#### EXERCISE DIRECTIONS
Could you say how many lines in the records include "paths"? Please give the number by itself.

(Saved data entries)
========================

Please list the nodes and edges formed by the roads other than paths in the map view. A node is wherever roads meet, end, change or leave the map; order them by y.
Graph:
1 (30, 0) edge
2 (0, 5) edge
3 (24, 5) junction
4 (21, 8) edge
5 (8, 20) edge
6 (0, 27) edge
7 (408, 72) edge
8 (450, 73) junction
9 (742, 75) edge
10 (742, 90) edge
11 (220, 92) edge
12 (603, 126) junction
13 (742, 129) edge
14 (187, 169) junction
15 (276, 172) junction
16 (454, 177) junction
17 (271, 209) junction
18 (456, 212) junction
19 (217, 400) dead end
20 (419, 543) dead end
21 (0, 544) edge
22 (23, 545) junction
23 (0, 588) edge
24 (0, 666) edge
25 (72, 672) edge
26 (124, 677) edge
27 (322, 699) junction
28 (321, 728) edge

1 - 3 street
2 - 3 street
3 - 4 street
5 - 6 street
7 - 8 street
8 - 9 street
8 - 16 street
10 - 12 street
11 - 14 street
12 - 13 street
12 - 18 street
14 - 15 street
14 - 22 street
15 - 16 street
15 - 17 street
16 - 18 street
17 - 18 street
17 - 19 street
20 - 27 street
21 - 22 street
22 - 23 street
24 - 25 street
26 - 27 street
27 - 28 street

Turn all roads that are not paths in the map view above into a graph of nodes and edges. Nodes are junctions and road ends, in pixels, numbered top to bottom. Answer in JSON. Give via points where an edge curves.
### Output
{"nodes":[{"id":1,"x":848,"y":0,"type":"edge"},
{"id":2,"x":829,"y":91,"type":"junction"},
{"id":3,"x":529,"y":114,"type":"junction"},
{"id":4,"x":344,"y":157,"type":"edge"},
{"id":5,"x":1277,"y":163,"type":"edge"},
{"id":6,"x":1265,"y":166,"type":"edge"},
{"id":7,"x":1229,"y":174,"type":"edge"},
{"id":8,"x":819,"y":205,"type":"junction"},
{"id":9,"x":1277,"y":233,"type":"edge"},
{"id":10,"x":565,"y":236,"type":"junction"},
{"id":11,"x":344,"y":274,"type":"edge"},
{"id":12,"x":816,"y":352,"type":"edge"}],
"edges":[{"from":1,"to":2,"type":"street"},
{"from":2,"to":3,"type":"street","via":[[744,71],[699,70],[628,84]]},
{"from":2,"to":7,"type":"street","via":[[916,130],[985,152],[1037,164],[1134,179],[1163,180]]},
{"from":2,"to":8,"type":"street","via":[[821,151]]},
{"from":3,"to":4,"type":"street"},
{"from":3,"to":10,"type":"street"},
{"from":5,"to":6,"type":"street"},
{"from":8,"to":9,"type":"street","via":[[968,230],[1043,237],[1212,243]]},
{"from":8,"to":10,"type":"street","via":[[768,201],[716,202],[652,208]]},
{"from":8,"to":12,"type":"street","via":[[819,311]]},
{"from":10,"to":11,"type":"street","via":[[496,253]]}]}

========================

#### RESULT FOR THIS EXERCISE
2